An international group that includes the University of Maryland geologists issued preliminary outcomes from the InSight mission, which landed an inquiry on Mars on November 26, 2018. Data from the mission’s Seismic Experiment for Interior Structure (SEIS) supplied the first direct seismic measurements of the Martian subsurface and upper shell—the rocky external layer of the planet.

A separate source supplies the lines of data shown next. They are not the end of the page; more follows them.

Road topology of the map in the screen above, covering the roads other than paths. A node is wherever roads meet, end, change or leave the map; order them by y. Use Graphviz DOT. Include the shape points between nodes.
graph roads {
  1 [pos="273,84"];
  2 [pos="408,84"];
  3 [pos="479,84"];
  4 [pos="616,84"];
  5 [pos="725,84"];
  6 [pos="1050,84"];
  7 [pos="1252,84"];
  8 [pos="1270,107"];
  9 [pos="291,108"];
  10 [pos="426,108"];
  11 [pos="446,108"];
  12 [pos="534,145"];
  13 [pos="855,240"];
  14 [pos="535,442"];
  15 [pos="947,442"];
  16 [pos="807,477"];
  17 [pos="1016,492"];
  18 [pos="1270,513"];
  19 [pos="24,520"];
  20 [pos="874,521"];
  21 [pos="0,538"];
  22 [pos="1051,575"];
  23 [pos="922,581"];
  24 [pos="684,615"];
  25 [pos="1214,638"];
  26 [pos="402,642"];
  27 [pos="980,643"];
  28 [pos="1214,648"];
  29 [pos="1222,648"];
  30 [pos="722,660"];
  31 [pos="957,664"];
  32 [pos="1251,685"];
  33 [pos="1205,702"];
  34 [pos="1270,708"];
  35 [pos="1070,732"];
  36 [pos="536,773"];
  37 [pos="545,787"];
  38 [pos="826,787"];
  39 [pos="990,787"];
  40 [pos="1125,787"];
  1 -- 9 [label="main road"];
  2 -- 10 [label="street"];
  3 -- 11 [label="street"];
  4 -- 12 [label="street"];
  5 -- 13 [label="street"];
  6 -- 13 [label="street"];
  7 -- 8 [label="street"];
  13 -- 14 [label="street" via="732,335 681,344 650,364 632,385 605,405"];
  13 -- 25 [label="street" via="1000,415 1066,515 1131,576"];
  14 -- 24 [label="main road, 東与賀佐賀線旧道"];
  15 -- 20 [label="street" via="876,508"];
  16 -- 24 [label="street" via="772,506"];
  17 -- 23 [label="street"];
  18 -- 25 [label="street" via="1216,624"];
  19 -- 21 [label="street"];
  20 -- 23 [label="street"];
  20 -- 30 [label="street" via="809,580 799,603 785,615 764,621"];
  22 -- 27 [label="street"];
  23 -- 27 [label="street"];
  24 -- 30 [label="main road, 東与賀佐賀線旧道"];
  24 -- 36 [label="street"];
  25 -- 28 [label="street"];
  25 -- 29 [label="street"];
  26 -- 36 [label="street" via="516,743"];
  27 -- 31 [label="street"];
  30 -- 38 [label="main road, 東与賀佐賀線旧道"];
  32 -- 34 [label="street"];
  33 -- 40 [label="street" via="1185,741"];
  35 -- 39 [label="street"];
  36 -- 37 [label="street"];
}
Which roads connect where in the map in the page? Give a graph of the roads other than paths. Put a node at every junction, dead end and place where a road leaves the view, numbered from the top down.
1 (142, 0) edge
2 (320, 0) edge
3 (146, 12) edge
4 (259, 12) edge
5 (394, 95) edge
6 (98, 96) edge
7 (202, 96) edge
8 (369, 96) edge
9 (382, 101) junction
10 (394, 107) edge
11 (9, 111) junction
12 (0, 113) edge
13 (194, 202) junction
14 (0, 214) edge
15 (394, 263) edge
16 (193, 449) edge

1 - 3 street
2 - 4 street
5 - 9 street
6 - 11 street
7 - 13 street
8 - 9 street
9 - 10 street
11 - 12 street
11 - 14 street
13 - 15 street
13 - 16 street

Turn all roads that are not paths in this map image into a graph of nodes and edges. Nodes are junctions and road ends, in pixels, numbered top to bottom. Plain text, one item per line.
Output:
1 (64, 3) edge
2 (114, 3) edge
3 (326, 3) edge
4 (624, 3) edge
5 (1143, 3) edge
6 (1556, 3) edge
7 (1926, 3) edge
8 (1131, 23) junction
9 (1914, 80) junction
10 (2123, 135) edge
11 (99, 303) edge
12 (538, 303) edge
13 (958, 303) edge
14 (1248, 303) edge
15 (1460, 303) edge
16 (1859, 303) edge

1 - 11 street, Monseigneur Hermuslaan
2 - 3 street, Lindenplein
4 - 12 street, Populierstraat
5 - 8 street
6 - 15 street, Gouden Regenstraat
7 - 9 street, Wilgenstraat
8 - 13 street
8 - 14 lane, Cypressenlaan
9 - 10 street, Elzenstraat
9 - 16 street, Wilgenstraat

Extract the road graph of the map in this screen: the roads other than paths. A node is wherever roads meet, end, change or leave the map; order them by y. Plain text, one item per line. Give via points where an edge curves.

The results had been printed in a special issue of the journal Nature Geoscience on February 24.
The seismic information obtained over 235 Martian days showed 174 seismic events. Of those, 150 had been high-frequency events that produce ground-shaking similar to that registered on the Moon by the Apollo program. Their waveforms show that seismic waves bounce around as they travel via the heterogeneous and fractured Martian crust.
The other 24 quakes noticed by SEIS had been predominantly low-frequency events. Three confirmed two distinct wave patterns similar to quakes on Earth caused by the movement of tectonic plates.
The researchers recognized the source location and magnitude of three of the low-frequency marsquakes, and believe that 10 extra are sturdy enough to reveal their source and magnitude as soon as they’re studied.